Too many free fatty acids can be toxic to the pancreatic cells, leading to acute pancreatitis.

Another unique feature of type 1 hyperlipidemia is that atherosclerotic cardiovascular disease is not a complication.

That’s because the development of an atherosclerotic plaque is usually related to the elevation of other lipoproteins like low-density lipoprotein, or LDL, and not related to the elevation of chylomicrons.

Finally, people with this condition can develop hepatosplenomegaly.

An important clue that might appear on your exams is that when fasting serum is chilled, the chylomicrons will form a creamy layer at the top of the test tube.

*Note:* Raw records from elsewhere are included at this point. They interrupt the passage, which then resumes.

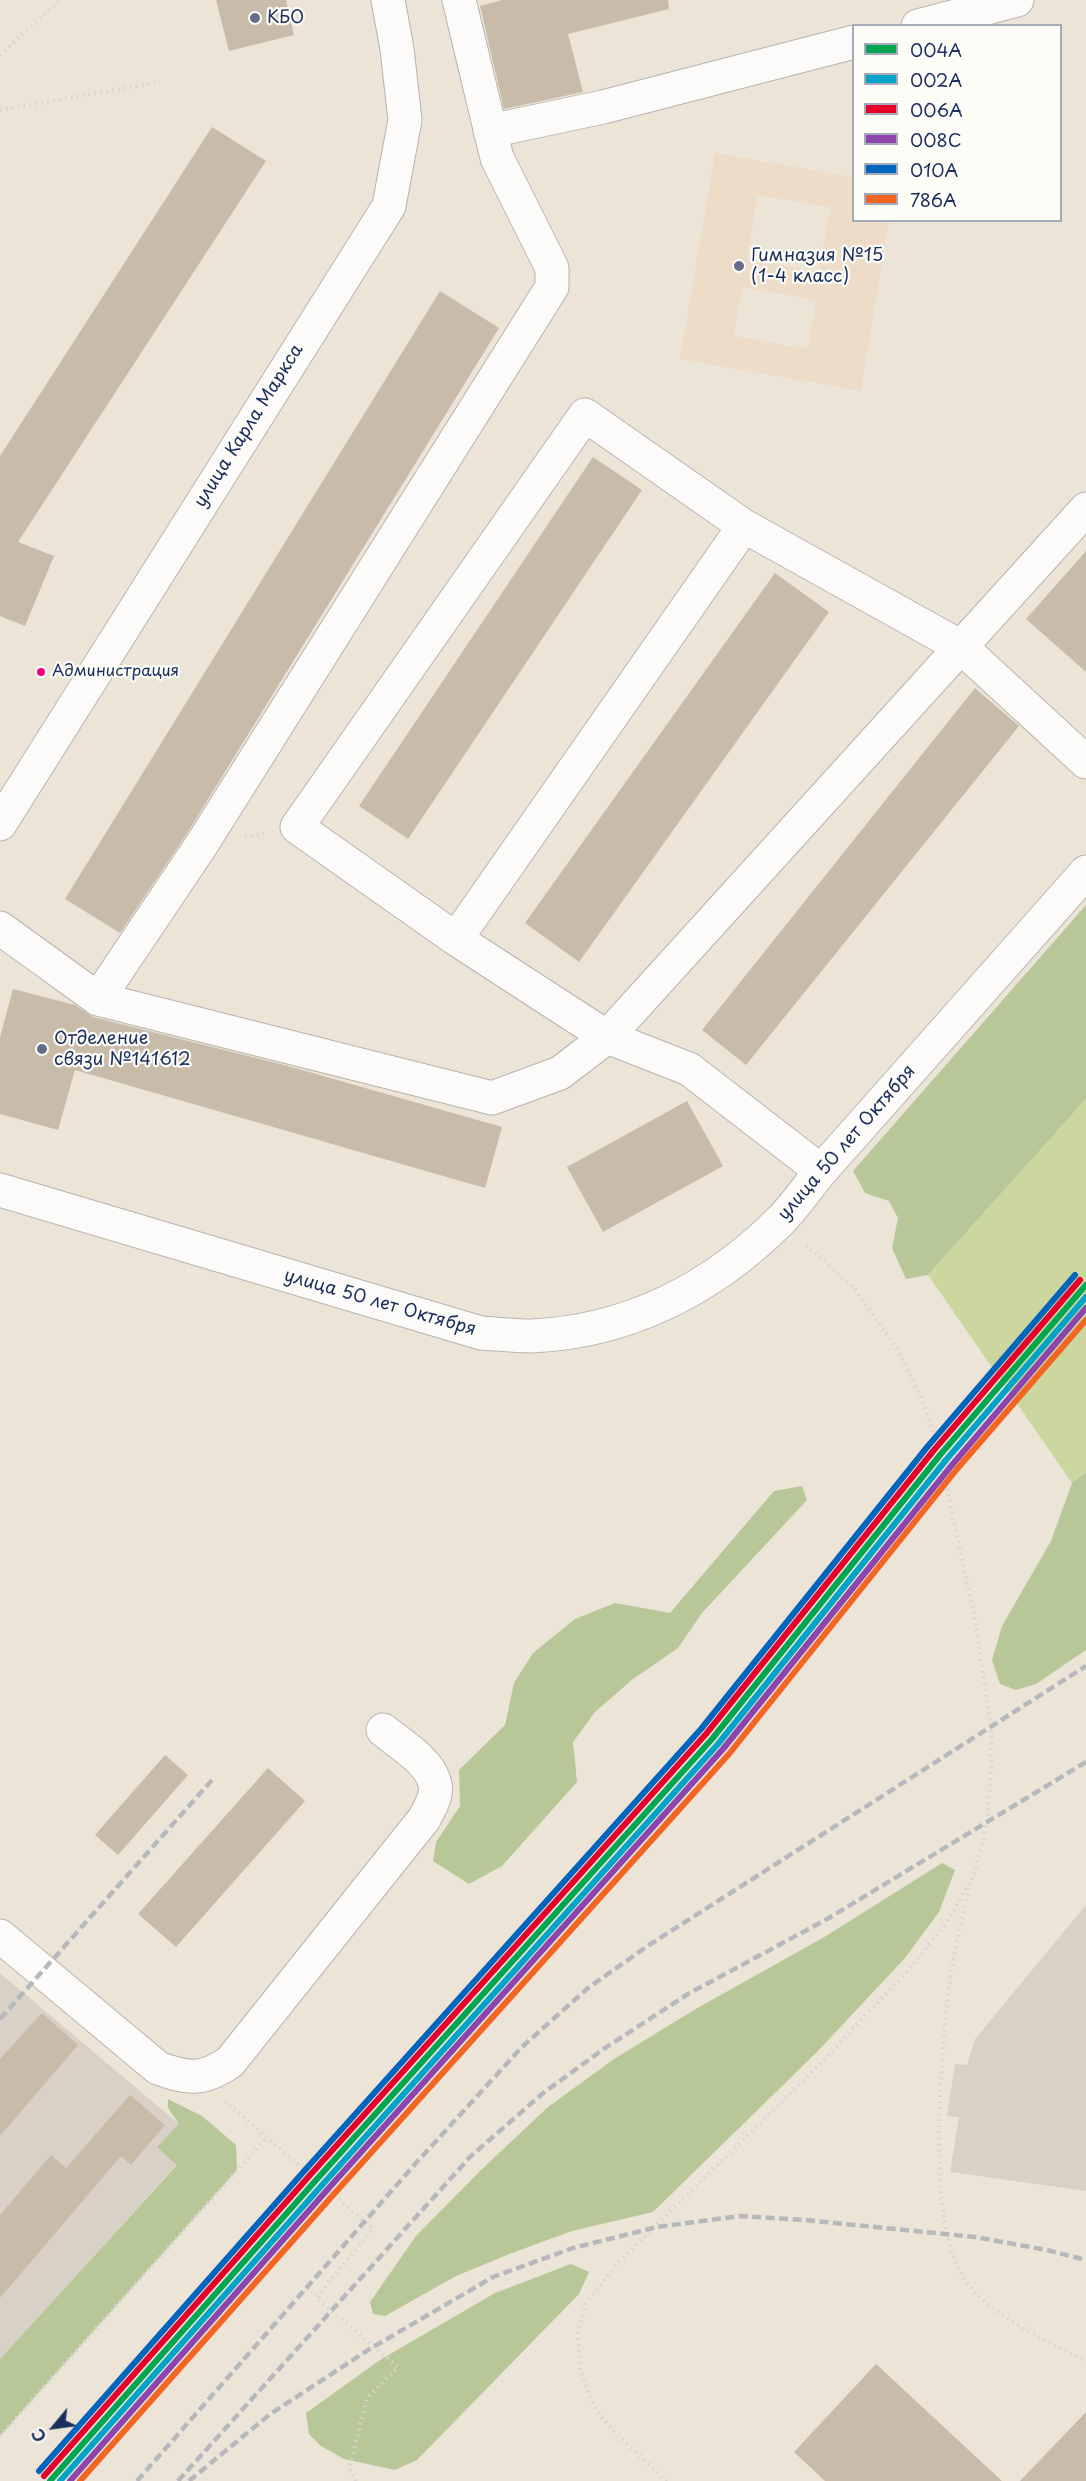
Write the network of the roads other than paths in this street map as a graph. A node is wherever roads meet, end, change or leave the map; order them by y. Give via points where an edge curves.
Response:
1 (388, 0) edge
2 (459, 0) edge
3 (1017, 0) edge
4 (926, 24) edge
5 (852, 43) edge
6 (490, 131) junction
7 (1086, 509) edge
8 (744, 526) junction
9 (961, 647) junction
10 (1086, 762) edge
11 (0, 824) edge
12 (1086, 873) edge
13 (0, 928) edge
14 (456, 939) junction
15 (98, 999) junction
16 (607, 1037) junction
17 (821, 1171) junction
18 (0, 1190) edge
19 (383, 1730) dead end
20 (0, 1936) edge

1 - 11 street, улица Карла Маркса via 405,120 389,206
2 - 6 street
3 - 4 street
5 - 6 street via 603,107
6 - 15 street via 497,158 552,268 552,286 202,844
7 - 9 street
8 - 9 street
8 - 14 street
8 - 14 street via 585,415 297,827
9 - 10 street
9 - 16 street
12 - 17 street, улица 50 лет Октября
13 - 15 street
14 - 16 street
15 - 16 street via 492,1098 560,1073
16 - 17 street via 689,1069
17 - 18 street, улица 50 лет Октября via 781,1220 698,1287 659,1308 569,1332 530,1336 481,1333
19 - 20 street via 426,1766 436,1785 434,1801 424,1820 230,2062 217,2071 202,2077 184,2077 158,2068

Alright, type 2 familial hyperlipidemia is an autosomal dominant condition also known as familial hypercholesterolemia.

It’s characterized by the elevation of LDL cholesterol if it’s type “A,” and both LDL and VLDL if it’s type B.

Okay, so normally, the liver can decrease cholesterol levels by recycling LDL in the blood.

LDL attaches to its own LDL receptor on the surface of liver cells, and with the help of a protein called apolipoprotein B-100, or ApoB-100, it enters the liver cells.

So in this condition, either the LDL receptor or ApoB-100 are absent or defective, causing LDL levels go up.

Because the liver cells aren’t getting any LDL back, they begin to “think” that cholesterol is actually low in the blood, and so they start making even more cholesterol, and sending them out in VLDL.

As you can imagine, this would worsen the problem.

Unlike type 1, type 2 hyperlipidemia will increase the risk of developing atherosclerosis, and this is high yield.

In fact, individuals may present with coronary artery disease as early as 20 years old!